以前に書いたが30年以上も前、高崎SATYの6階を全面改装した。苦戦していた駅前立地の6階だった。DCブランド全盛期で主なブランドは百貨店2店舗と路面店で出尽くされており、高層フロアは特に厳しかった。丸井、ビブレ全盛の時代だった。なかなかいい手はなく、売れるショップを何とか導入することが基本構想だった。近隣のビルにあった人気のジーンズショップ「ポイント」とカジュアルブランド「45RPM」を何とか口説き落として出店をしてもらった。

それでも埋まらず、当時のポイントの専務が「インポートの流れがくるから自主でできない?」との提案を受けた。ちなみにそのポイントの常務は現在のアダストリアの福田会長である。

それからいろんな店を見て回って取引先も開発し、品揃え構想はできた。一番チェックしたのは渋谷のシード館で、内装もできるだけ真似た。

MDはレディスがGCOが引っ張ってきたばかりの「キャサリンハムネット」、和商Gだったアングローバルの「マーガレットハウエル」中心。メンズは三幸衣料のアメリカンジャケットがやっていた「ポールスミス」(全然メジャーじゃなかった。)、前述した「マーガレットハウエル」中心。
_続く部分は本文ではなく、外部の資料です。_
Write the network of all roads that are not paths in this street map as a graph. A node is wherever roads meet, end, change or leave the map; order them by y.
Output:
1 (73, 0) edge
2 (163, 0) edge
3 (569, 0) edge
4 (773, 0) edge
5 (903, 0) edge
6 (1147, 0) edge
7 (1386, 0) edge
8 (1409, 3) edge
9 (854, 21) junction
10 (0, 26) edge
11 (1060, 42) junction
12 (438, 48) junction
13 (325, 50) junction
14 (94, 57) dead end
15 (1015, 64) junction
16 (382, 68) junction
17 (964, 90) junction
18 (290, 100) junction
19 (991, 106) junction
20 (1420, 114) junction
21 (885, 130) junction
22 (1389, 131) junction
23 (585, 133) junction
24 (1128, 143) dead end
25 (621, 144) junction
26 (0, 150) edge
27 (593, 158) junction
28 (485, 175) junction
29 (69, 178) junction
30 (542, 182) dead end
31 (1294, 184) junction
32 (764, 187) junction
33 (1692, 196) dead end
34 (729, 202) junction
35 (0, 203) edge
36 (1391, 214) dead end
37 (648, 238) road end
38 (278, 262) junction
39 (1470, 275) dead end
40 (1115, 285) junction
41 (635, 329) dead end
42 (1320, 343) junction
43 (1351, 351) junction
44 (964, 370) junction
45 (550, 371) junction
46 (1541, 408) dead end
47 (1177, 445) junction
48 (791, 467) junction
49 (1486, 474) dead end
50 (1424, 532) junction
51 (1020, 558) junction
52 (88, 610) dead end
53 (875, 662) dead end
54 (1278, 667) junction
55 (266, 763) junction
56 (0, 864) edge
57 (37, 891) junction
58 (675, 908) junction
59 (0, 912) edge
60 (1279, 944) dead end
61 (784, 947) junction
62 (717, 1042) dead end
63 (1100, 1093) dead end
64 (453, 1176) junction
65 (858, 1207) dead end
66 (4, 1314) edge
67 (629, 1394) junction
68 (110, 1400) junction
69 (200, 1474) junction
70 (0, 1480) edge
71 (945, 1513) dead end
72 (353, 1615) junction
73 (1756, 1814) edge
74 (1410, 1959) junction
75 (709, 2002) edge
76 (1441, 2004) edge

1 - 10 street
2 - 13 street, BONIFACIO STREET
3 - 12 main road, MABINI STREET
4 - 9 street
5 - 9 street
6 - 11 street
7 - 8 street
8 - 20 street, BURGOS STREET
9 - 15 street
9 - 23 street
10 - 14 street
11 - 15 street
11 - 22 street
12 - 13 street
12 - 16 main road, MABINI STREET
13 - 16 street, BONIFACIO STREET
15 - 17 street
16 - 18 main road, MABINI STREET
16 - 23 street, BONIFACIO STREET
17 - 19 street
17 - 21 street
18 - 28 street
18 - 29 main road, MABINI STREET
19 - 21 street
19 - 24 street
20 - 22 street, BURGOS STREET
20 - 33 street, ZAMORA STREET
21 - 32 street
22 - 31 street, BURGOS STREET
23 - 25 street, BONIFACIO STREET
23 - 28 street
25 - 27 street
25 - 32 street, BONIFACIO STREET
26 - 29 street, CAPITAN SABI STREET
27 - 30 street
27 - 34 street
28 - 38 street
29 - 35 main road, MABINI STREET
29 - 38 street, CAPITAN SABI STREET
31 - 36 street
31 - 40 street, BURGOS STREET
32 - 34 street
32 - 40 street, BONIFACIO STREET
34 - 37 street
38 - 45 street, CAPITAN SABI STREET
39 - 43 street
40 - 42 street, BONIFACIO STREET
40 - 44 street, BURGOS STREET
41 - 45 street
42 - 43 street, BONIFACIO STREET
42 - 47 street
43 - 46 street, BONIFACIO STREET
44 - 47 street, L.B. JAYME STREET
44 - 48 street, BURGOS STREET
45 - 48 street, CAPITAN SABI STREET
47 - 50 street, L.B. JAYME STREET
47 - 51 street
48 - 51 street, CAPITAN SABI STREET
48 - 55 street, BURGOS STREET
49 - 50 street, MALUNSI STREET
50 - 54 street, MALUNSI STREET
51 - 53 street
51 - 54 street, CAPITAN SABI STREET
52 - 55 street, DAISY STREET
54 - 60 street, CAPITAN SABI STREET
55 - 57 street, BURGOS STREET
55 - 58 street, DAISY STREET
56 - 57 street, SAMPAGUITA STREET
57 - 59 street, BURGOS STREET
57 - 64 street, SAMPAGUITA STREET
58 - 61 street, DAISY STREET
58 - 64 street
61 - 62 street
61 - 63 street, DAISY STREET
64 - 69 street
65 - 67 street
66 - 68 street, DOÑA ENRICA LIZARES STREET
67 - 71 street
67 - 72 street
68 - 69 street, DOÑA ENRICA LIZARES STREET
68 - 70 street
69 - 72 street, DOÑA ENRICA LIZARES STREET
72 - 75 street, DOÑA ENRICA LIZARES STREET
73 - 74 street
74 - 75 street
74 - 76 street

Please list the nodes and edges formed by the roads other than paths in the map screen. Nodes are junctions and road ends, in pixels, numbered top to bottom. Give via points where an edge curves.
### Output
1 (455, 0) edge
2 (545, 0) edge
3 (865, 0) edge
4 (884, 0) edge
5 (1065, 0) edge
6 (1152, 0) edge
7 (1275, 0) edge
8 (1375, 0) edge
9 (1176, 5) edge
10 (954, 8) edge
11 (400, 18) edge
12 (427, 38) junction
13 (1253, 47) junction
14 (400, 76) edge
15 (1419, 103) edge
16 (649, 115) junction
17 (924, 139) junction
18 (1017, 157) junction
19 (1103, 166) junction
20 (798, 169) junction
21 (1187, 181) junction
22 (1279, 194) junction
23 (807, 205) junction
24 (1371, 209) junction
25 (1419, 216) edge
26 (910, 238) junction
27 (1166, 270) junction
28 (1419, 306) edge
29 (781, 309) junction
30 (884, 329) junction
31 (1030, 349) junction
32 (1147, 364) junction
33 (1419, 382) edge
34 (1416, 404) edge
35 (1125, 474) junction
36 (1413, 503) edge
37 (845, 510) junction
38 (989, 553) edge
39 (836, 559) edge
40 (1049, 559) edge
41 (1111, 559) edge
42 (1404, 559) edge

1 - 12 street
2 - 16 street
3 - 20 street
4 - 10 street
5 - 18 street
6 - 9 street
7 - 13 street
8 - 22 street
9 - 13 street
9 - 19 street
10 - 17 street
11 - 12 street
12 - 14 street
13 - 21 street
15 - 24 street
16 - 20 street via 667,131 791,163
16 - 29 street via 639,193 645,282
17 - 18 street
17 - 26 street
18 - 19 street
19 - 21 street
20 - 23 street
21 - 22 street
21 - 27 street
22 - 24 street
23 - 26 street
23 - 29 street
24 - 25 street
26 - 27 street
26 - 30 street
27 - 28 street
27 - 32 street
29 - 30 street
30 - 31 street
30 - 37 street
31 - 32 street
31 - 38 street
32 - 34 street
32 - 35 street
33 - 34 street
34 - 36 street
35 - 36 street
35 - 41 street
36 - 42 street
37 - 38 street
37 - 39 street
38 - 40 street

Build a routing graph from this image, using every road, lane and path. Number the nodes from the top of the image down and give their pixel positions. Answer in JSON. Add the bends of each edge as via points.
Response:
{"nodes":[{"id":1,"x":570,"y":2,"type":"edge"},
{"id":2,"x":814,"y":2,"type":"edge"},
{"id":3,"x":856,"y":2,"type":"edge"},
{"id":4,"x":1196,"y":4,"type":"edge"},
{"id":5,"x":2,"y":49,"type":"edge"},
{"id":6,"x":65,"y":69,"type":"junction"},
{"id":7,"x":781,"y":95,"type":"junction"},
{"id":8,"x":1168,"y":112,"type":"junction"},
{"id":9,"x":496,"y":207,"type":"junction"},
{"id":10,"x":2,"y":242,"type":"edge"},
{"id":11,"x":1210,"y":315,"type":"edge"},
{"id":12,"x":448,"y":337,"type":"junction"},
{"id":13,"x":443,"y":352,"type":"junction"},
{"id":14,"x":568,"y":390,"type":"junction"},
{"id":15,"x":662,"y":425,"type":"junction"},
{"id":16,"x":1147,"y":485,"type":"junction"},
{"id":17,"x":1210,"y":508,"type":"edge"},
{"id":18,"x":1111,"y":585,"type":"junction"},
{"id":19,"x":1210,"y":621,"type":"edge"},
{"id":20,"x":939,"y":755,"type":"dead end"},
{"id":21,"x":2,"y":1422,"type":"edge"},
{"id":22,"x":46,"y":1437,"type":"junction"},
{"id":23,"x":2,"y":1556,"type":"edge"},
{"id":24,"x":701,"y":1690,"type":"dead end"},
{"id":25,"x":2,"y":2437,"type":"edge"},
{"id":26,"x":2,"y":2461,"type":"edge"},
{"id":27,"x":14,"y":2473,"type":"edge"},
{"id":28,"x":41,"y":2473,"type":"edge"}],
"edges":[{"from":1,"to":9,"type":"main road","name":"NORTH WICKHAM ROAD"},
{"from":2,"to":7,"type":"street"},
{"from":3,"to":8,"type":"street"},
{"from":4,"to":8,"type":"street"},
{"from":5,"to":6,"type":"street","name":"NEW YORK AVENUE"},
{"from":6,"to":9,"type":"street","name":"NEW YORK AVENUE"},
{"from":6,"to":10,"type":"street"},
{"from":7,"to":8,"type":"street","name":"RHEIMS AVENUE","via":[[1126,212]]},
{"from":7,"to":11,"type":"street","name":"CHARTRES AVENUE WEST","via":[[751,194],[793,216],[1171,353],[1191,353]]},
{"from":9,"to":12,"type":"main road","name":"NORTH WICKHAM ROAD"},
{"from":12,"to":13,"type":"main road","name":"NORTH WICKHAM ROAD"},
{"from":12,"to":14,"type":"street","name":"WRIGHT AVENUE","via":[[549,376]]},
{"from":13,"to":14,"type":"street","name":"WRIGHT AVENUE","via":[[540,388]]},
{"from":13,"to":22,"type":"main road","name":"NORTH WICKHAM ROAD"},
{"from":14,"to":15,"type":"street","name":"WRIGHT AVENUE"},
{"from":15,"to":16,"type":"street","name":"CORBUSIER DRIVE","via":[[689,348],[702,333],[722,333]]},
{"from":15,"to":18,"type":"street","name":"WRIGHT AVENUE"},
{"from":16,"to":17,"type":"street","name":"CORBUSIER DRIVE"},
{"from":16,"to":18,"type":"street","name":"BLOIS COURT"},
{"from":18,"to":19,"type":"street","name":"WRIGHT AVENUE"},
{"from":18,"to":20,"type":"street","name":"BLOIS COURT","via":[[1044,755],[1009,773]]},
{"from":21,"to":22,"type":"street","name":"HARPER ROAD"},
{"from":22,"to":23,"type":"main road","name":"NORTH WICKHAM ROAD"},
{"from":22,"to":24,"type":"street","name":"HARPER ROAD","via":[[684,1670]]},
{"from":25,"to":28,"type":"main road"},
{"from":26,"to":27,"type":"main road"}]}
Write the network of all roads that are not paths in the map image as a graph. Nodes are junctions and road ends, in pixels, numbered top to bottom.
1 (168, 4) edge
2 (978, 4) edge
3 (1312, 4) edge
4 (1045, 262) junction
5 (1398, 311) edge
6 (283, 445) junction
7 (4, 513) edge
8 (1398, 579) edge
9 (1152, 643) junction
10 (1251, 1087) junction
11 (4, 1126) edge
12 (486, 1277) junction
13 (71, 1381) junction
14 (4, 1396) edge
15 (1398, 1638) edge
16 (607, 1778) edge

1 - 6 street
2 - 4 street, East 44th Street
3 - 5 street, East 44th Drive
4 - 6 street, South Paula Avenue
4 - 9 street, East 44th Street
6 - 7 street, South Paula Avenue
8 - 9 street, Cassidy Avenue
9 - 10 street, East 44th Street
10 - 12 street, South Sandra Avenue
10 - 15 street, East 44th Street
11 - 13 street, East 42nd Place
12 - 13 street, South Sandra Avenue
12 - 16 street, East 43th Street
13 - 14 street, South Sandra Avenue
カジュアルはインポートジーンズ(アルマーニジーンズ、ベルサーチ、ベントゥーリ、トラサルディ、クローズドなど)、「ストーンアイランド」「CPカンパニー」などのイタリア系。売り場面積は100坪くらいだったと思う。ブランド品揃えのMDだった。

投資も大きかったし、どこのものかわからないブランド品揃えショップをよくOKがもらえたなと思う。それも基本条件は買取の品揃えである。業界紙にも取り上げられたし、取引先も興味を持って受け入れてくれた。

結論から言うと、インポートショップの数値面は全くの失敗だった。ただ館全体のロイヤリティアップにはつながったし、同時オープンした「45RPM」や「ポイント」が好調で俗にいう「シャワー効果」もあり、それを契機に館全体の数値は大きく上がっていった。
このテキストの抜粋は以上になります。